On 13/02/2026 13:47, Ashutosh Bapat wrote:
`man madvise` has this MADV_REMOVE (since Linux 2.6.16) Free up a given range of pages and its associated backing store. This is equivalent to punching a hole in the corresponding byte range of the backing store (see fallocate(2)). Subsequent accesses in the specified address range will see bytes containing zero.The specified address range must be mapped shared and writable. This flag cannot be applied to locked pages, Huge TLB pages, or VM_PFNMAP pages. In the initial implementation, only tmpfs(5) was supported MADV_REMOVE; but since Linux 3.5, any filesystem which supports the fallocate(2) FALLOC_FL_PUNCH_HOLE mode also supports MADV_REMOVE. Hugetlbfs fails with the error EINVAL and other filesystems fail with the error EOPNOTSUPP. It says the flag can not be applied to Huge TLB pages. We won't be able to make resizable shared memory structures allocated with huge pages. That seems like a serious restriction.

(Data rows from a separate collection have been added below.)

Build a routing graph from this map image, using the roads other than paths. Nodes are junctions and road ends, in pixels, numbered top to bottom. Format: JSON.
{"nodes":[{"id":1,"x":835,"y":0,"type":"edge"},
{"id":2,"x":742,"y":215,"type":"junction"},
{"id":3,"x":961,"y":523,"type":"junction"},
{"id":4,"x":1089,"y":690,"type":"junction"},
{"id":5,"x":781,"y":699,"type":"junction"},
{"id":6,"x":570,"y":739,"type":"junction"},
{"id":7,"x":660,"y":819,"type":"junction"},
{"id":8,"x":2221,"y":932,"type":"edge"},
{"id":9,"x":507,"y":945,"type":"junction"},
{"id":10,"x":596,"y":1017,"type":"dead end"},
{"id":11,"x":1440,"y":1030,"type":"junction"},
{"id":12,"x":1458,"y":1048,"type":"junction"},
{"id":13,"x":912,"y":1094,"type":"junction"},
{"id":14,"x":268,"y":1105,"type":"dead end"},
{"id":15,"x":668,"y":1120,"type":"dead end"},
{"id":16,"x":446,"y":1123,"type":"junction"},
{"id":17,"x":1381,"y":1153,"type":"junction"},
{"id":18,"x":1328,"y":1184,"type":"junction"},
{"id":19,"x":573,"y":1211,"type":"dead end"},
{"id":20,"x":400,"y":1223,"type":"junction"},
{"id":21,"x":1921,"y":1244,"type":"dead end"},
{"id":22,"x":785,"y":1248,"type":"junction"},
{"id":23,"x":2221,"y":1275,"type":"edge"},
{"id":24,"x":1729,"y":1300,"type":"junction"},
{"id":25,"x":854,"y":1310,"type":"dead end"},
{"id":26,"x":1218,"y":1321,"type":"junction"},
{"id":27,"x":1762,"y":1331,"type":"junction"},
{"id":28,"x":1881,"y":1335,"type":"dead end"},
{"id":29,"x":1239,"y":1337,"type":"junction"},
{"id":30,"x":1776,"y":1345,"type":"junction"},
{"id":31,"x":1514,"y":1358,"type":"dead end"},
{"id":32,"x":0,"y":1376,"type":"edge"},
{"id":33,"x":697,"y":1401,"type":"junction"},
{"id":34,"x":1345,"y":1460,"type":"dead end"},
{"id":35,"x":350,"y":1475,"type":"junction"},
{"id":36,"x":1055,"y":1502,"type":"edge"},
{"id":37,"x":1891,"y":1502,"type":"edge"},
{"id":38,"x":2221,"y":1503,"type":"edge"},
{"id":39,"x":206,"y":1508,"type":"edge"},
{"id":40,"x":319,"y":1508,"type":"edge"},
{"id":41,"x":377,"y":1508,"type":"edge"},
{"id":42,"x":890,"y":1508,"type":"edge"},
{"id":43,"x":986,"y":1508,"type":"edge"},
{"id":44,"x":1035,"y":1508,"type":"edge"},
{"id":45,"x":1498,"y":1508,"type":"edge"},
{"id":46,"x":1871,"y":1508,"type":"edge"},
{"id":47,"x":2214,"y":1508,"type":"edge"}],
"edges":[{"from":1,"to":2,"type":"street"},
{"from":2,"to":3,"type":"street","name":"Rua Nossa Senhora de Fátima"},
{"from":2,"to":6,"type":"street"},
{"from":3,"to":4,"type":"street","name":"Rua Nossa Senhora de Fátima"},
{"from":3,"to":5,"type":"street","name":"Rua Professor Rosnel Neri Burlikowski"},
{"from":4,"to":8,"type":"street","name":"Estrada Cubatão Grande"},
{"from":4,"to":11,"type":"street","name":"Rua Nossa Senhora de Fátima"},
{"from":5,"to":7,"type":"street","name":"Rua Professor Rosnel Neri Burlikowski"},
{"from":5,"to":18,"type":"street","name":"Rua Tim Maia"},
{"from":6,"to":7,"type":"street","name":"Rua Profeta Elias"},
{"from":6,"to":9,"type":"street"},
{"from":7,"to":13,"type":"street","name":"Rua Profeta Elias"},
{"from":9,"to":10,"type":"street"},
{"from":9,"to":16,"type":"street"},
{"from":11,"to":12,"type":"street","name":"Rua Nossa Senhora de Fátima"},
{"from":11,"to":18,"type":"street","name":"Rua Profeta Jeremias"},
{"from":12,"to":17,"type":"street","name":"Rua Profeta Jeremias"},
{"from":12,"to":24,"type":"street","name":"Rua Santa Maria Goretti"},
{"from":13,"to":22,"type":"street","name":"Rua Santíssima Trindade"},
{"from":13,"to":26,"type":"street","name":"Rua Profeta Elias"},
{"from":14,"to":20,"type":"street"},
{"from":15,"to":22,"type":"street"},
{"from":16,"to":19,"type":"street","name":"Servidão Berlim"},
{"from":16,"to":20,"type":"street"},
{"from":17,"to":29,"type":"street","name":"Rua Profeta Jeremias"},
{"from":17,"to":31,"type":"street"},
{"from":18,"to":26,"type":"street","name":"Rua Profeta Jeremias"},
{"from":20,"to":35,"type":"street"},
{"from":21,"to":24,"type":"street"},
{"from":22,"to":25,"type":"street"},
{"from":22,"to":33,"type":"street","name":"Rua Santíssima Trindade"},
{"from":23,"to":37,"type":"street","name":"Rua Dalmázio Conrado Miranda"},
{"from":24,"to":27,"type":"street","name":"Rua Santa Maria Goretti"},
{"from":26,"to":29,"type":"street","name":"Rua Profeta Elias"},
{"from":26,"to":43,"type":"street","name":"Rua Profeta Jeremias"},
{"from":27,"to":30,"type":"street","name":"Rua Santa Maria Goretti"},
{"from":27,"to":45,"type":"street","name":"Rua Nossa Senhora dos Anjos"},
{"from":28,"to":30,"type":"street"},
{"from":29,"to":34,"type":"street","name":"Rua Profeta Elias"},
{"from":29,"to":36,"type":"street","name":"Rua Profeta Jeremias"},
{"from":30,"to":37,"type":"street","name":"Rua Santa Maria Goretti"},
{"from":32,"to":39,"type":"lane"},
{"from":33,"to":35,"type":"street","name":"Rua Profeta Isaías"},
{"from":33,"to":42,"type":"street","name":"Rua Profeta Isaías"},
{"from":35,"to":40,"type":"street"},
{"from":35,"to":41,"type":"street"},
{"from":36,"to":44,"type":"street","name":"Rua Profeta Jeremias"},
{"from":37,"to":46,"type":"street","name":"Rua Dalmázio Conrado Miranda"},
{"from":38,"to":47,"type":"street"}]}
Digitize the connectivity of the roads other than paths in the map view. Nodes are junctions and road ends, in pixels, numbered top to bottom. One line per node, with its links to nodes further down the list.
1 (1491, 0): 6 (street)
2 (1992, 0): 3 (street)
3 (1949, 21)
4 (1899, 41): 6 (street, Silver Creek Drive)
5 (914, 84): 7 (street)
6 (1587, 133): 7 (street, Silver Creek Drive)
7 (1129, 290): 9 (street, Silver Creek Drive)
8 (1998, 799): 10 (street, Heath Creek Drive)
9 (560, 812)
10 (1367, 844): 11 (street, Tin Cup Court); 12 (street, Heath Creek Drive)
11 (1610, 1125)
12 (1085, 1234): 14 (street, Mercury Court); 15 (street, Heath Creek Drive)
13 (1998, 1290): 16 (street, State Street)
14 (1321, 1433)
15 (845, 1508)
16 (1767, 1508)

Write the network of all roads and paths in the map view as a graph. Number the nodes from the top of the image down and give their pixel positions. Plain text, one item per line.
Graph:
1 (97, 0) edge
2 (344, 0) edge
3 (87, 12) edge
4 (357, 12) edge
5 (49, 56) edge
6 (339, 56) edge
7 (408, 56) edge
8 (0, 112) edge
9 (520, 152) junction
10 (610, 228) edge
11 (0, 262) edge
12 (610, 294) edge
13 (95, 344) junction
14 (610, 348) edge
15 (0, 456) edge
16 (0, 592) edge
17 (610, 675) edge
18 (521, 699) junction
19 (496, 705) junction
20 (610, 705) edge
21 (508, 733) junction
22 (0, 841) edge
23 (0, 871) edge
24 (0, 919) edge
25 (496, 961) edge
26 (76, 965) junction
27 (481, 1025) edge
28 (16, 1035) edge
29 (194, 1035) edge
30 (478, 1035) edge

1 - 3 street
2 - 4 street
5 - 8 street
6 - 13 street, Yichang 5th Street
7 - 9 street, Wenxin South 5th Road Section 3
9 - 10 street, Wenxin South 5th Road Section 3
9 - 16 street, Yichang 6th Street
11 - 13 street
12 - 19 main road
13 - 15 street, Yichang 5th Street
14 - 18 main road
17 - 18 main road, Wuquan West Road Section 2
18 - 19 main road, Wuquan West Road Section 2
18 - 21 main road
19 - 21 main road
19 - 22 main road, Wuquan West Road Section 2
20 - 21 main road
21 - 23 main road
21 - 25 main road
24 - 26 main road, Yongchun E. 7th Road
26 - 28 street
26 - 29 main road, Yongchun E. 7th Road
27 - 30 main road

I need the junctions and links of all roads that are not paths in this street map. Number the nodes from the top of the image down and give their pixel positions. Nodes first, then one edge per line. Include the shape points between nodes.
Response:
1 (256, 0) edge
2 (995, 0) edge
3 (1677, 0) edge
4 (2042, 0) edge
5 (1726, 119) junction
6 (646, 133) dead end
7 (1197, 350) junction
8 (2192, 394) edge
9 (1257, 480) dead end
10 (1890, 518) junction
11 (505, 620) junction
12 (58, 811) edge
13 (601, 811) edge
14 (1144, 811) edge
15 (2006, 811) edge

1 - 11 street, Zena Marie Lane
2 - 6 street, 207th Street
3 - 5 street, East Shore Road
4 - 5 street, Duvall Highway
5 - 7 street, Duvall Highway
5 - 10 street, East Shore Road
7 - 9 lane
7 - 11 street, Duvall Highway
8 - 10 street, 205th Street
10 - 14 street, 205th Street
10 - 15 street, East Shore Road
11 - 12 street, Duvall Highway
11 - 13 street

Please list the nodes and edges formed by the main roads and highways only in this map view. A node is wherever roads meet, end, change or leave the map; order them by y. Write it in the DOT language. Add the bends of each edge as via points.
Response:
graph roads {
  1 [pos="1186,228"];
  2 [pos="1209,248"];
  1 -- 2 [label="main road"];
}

Per https://man7.org/linux/man-pages/man2/madvise.2.html: MADV_REMOVE (since Linux 2.6.16) ... Support for the Huge TLB filesystem was added in Linux v4.3.
I may be misunderstanding something, but it seems like this is useful to free already allocated memory, not necessarily allocate more memory. I don't understand how a user would start with a larger reserved address space with only small portions of that space being backed by memory.
Hmm, I guess you'll need to use MAP_NORESERVE in the first mmap() call. to reserve address space for the maximum size, and then madvise(MADV_POPULATE_WRITE) using the initial size. Later, madvise(MADV_REMOVE) to shrink, and madvise(MADV_POPULATE_WRITE) to grow again.